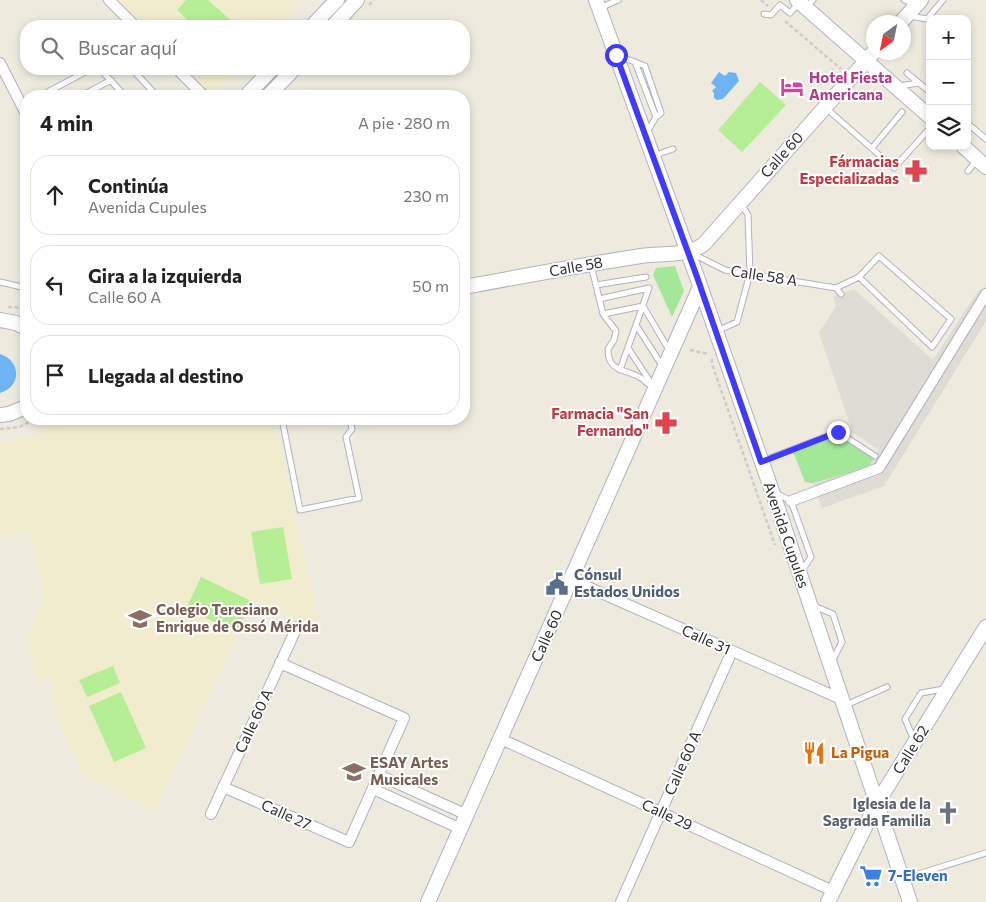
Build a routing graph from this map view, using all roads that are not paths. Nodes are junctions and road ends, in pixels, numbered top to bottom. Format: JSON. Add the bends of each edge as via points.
{"nodes":[{"id":1,"x":108,"y":0,"type":"edge"},
{"id":2,"x":337,"y":0,"type":"edge"},
{"id":3,"x":357,"y":0,"type":"edge"},
{"id":4,"x":618,"y":0,"type":"edge"},
{"id":5,"x":943,"y":0,"type":"edge"},
{"id":6,"x":911,"y":1,"type":"edge"},
{"id":7,"x":804,"y":2,"type":"edge"},
{"id":8,"x":598,"y":4,"type":"edge"},
{"id":9,"x":764,"y":14,"type":"dead end"},
{"id":10,"x":906,"y":15,"type":"edge"},
{"id":11,"x":911,"y":19,"type":"edge"},
{"id":12,"x":129,"y":20,"type":"edge"},
{"id":13,"x":318,"y":20,"type":"edge"},
{"id":14,"x":339,"y":20,"type":"edge"},
{"id":15,"x":866,"y":54,"type":"edge"},
{"id":16,"x":616,"y":55,"type":"junction"},
{"id":17,"x":867,"y":60,"type":"edge"},
{"id":18,"x":873,"y":60,"type":"edge"},
{"id":19,"x":0,"y":64,"type":"edge"},
{"id":20,"x":907,"y":72,"type":"dead end"},
{"id":21,"x":80,"y":75,"type":"edge"},
{"id":22,"x":105,"y":75,"type":"edge"},
{"id":23,"x":138,"y":75,"type":"edge"},
{"id":24,"x":183,"y":75,"type":"edge"},
{"id":25,"x":266,"y":75,"type":"edge"},
{"id":26,"x":288,"y":75,"type":"edge"},
{"id":27,"x":110,"y":80,"type":"junction"},
{"id":28,"x":919,"y":83,"type":"junction"},
{"id":29,"x":895,"y":86,"type":"junction"},
{"id":30,"x":926,"y":89,"type":"edge"},
{"id":31,"x":51,"y":90,"type":"edge"},
{"id":32,"x":92,"y":90,"type":"edge"},
{"id":33,"x":119,"y":90,"type":"edge"},
{"id":34,"x":151,"y":90,"type":"edge"},
{"id":35,"x":198,"y":90,"type":"edge"},
{"id":36,"x":252,"y":90,"type":"edge"},
{"id":37,"x":274,"y":90,"type":"edge"},
{"id":38,"x":20,"y":99,"type":"edge"},
{"id":39,"x":825,"y":107,"type":"junction"},
{"id":40,"x":902,"y":112,"type":"dead end"},
{"id":41,"x":926,"y":113,"type":"edge"},
{"id":42,"x":971,"y":126,"type":"edge"},
{"id":43,"x":926,"y":132,"type":"edge"},
{"id":44,"x":645,"y":135,"type":"junction"},
{"id":45,"x":986,"y":139,"type":"edge"},
{"id":46,"x":872,"y":148,"type":"junction"},
{"id":47,"x":673,"y":150,"type":"dead end"},
{"id":48,"x":967,"y":150,"type":"edge"},
{"id":49,"x":653,"y":156,"type":"junction"},
{"id":50,"x":982,"y":163,"type":"edge"},
{"id":51,"x":968,"y":171,"type":"dead end"},
{"id":52,"x":740,"y":202,"type":"junction"},
{"id":53,"x":688,"y":252,"type":"junction"},
{"id":54,"x":591,"y":264,"type":"junction"},
{"id":55,"x":750,"y":273,"type":"junction"},
{"id":56,"x":646,"y":277,"type":"dead end"},
{"id":57,"x":859,"y":277,"type":"junction"},
{"id":58,"x":0,"y":282,"type":"edge"},
{"id":59,"x":596,"y":285,"type":"junction"},
{"id":60,"x":470,"y":286,"type":"edge"},
{"id":61,"x":20,"y":287,"type":"edge"},
{"id":62,"x":700,"y":288,"type":"junction"},
{"id":63,"x":836,"y":288,"type":"junction"},
{"id":64,"x":841,"y":294,"type":"dead end"},
{"id":65,"x":986,"y":294,"type":"edge"},
{"id":66,"x":599,"y":299,"type":"junction"},
{"id":67,"x":643,"y":306,"type":"junction"},
{"id":68,"x":2,"y":314,"type":"edge"},
{"id":69,"x":603,"y":314,"type":"junction"},
{"id":70,"x":20,"y":322,"type":"edge"},
{"id":71,"x":636,"y":326,"type":"junction"},
{"id":72,"x":716,"y":331,"type":"junction"},
{"id":73,"x":628,"y":348,"type":"junction"},
{"id":74,"x":672,"y":354,"type":"junction"},
{"id":75,"x":620,"y":370,"type":"junction"},
{"id":76,"x":665,"y":371,"type":"junction"},
{"id":77,"x":656,"y":390,"type":"junction"},
{"id":78,"x":20,"y":410,"type":"edge"},
{"id":79,"x":0,"y":415,"type":"edge"},
{"id":80,"x":283,"y":425,"type":"edge"},
{"id":81,"x":351,"y":425,"type":"edge"},
{"id":82,"x":874,"y":456,"type":"dead end"},
{"id":83,"x":761,"y":462,"type":"junction"},
{"id":84,"x":772,"y":491,"type":"junction"},
{"id":85,"x":791,"y":500,"type":"junction"},
{"id":86,"x":799,"y":574,"type":"junction"},
{"id":87,"x":572,"y":580,"type":"junction"},
{"id":88,"x":809,"y":604,"type":"junction"},
{"id":89,"x":297,"y":627,"type":"dead end"},
{"id":90,"x":986,"y":627,"type":"edge"},
{"id":91,"x":732,"y":651,"type":"junction"},
{"id":92,"x":280,"y":663,"type":"junction"},
{"id":93,"x":830,"y":666,"type":"junction"},
{"id":94,"x":887,"y":687,"type":"dead end"},
{"id":95,"x":949,"y":688,"type":"junction"},
{"id":96,"x":842,"y":702,"type":"junction"},
{"id":97,"x":501,"y":739,"type":"junction"},
{"id":98,"x":915,"y":743,"type":"junction"},
{"id":99,"x":379,"y":775,"type":"junction"},
{"id":100,"x":223,"y":787,"type":"junction"},
{"id":101,"x":373,"y":789,"type":"junction"},
{"id":102,"x":876,"y":805,"type":"junction"},
{"id":103,"x":661,"y":812,"type":"junction"},
{"id":104,"x":211,"y":814,"type":"dead end"},
{"id":105,"x":467,"y":815,"type":"junction"},
{"id":106,"x":461,"y":829,"type":"junction"},
{"id":107,"x":986,"y":853,"type":"edge"},
{"id":108,"x":902,"y":879,"type":"junction"},
{"id":109,"x":830,"y":897,"type":"edge"},
{"id":110,"x":430,"y":901,"type":"edge"},
{"id":111,"x":621,"y":902,"type":"edge"},
{"id":112,"x":910,"y":902,"type":"edge"}],
"edges":[{"from":1,"to":12,"type":"street"},
{"from":2,"to":13,"type":"main road"},
{"from":3,"to":14,"type":"main road"},
{"from":4,"to":8,"type":"lane"},
{"from":5,"to":11,"type":"lane","via":[[927,19]]},
{"from":6,"to":10,"type":"main road"},
{"from":7,"to":9,"type":"lane","via":[[790,14],[780,5],[771,15]]},
{"from":7,"to":15,"type":"main road"},
{"from":8,"to":16,"type":"main road","name":"Avenida Cupules"},
{"from":16,"to":44,"type":"main road","name":"Avenida Cupules"},
{"from":16,"to":44,"type":"lane","via":[[635,62],[656,117]]},
{"from":17,"to":39,"type":"main road","name":"Calle 60"},
{"from":18,"to":29,"type":"main road"},
{"from":19,"to":38,"type":"street"},
{"from":20,"to":28,"type":"lane"},
{"from":21,"to":31,"type":"lane"},
{"from":22,"to":27,"type":"lane"},
{"from":23,"to":34,"type":"lane"},
{"from":24,"to":35,"type":"street"},
{"from":25,"to":36,"type":"main road"},
{"from":26,"to":37,"type":"main road"},
{"from":27,"to":32,"type":"lane"},
{"from":27,"to":33,"type":"lane"},
{"from":28,"to":29,"type":"lane"},
{"from":28,"to":30,"type":"lane"},
{"from":29,"to":41,"type":"main road"},
{"from":39,"to":46,"type":"lane"},
{"from":39,"to":52,"type":"main road","name":"Calle 60"},
{"from":40,"to":46,"type":"lane"},
{"from":42,"to":45,"type":"lane"},
{"from":43,"to":46,"type":"lane","via":[[894,168]]},
{"from":44,"to":49,"type":"main road","name":"Avenida Cupules"},
{"from":47,"to":49,"type":"lane"},
{"from":48,"to":50,"type":"main road"},
{"from":49,"to":53,"type":"main road","name":"Avenida Cupules"},
{"from":50,"to":51,"type":"lane"},
{"from":52,"to":53,"type":"main road","name":"Calle 60","via":[[704,244]]},
{"from":52,"to":55,"type":"lane","via":[[748,215]]},
{"from":53,"to":54,"type":"main road","name":"Calle 58"},
{"from":53,"to":55,"type":"lane","name":"Calle 58 A","via":[[725,270]]},
{"from":53,"to":62,"type":"main road","name":"Avenida Cupules"},
{"from":54,"to":59,"type":"lane"},
{"from":54,"to":60,"type":"main road","name":"Calle 58"},
{"from":55,"to":63,"type":"lane","name":"Calle 58 A"},
{"from":55,"to":72,"type":"lane","via":[[737,322]]},
{"from":56,"to":59,"type":"lane"},
{"from":57,"to":57,"type":"lane","via":[[872,290],[932,347],[951,319],[878,256]]},
{"from":57,"to":63,"type":"lane"},
{"from":58,"to":61,"type":"lane"},
{"from":59,"to":66,"type":"lane"},
{"from":62,"to":72,"type":"main road","name":"Avenida Cupules"},
{"from":62,"to":74,"type":"main road","name":"Calle 60"},
{"from":63,"to":64,"type":"lane"},
{"from":65,"to":85,"type":"street","via":[[879,468]]},
{"from":66,"to":67,"type":"lane","via":[[649,288]]},
{"from":66,"to":69,"type":"lane"},
{"from":67,"to":69,"type":"lane"},
{"from":67,"to":71,"type":"lane"},
{"from":67,"to":74,"type":"lane"},
{"from":68,"to":70,"type":"main road"},
{"from":69,"to":75,"type":"lane","via":[[616,331],[608,357],[610,363]]},
{"from":71,"to":73,"type":"lane"},
{"from":71,"to":76,"type":"lane"},
{"from":72,"to":83,"type":"main road","name":"Avenida Cupules"},
{"from":73,"to":75,"type":"lane"},
{"from":73,"to":77,"type":"lane"},
{"from":74,"to":76,"type":"main road","name":"Calle 60"},
{"from":75,"to":77,"type":"lane","via":[[641,378]]},
{"from":76,"to":77,"type":"main road","name":"Calle 60"},
{"from":77,"to":87,"type":"main road","name":"Calle 60"},
{"from":78,"to":79,"type":"main road"},
{"from":80,"to":81,"type":"lane","via":[[300,510],[359,498],[346,437]]},
{"from":82,"to":83,"type":"lane","via":[[838,432]]},
{"from":83,"to":84,"type":"main road","name":"Avenida Cupules"},
{"from":84,"to":85,"type":"lane"},
{"from":84,"to":86,"type":"main road","name":"Avenida Cupules"},
{"from":85,"to":86,"type":"lane","via":[[810,557]]},
{"from":86,"to":88,"type":"main road","name":"Avenida Cupules"},
{"from":87,"to":91,"type":"street","name":"Calle 31"},
{"from":87,"to":97,"type":"main road","name":"Calle 60"},
{"from":88,"to":93,"type":"main road","name":"Avenida Cupules"},
{"from":88,"to":93,"type":"lane","via":[[832,614],[842,642]]},
{"from":89,"to":92,"type":"street","name":"Calle 60 A"},
{"from":90,"to":95,"type":"main road","name":"Calle 62"},
{"from":91,"to":96,"type":"street","name":"Calle 31"},
{"from":91,"to":103,"type":"street","name":"Calle 60 A"},
{"from":92,"to":99,"type":"street","via":[[404,718]]},
{"from":92,"to":100,"type":"street","name":"Calle 60 A"},
{"from":93,"to":96,"type":"main road","name":"Avenida Cupules"},
{"from":94,"to":96,"type":"lane"},
{"from":95,"to":98,"type":"main road","name":"Calle 62"},
{"from":95,"to":98,"type":"lane","via":[[921,693],[917,699],[905,719]]},
{"from":96,"to":102,"type":"main road","name":"Avenida Cupules"},
{"from":97,"to":103,"type":"street","name":"Calle 29"},
{"from":97,"to":105,"type":"main road","name":"Calle 60"},
{"from":98,"to":102,"type":"main road","name":"Calle 62"},
{"from":99,"to":101,"type":"street"},
{"from":99,"to":105,"type":"street"},
{"from":100,"to":101,"type":"street","name":"Calle 27","via":[[349,842]]},
{"from":100,"to":104,"type":"street","name":"Calle 60 A"},
{"from":101,"to":106,"type":"street"},
{"from":102,"to":108,"type":"main road","name":"Avenida Cupules"},
{"from":102,"to":109,"type":"main road","name":"Calle 62"},
{"from":103,"to":109,"type":"street","name":"Calle 29"},
{"from":103,"to":111,"type":"street","name":"Calle 60 A"},
{"from":105,"to":106,"type":"main road","name":"Calle 60"},
{"from":106,"to":110,"type":"main road","name":"Calle 60"},
{"from":107,"to":108,"type":"lane"},
{"from":108,"to":112,"type":"main road","name":"Avenida Cupules"}]}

§ ACTIVITY: Answer with the count alone: how many lines in the data above have "dead" in them?

§ RESULT FOR THIS EXERCISE: 11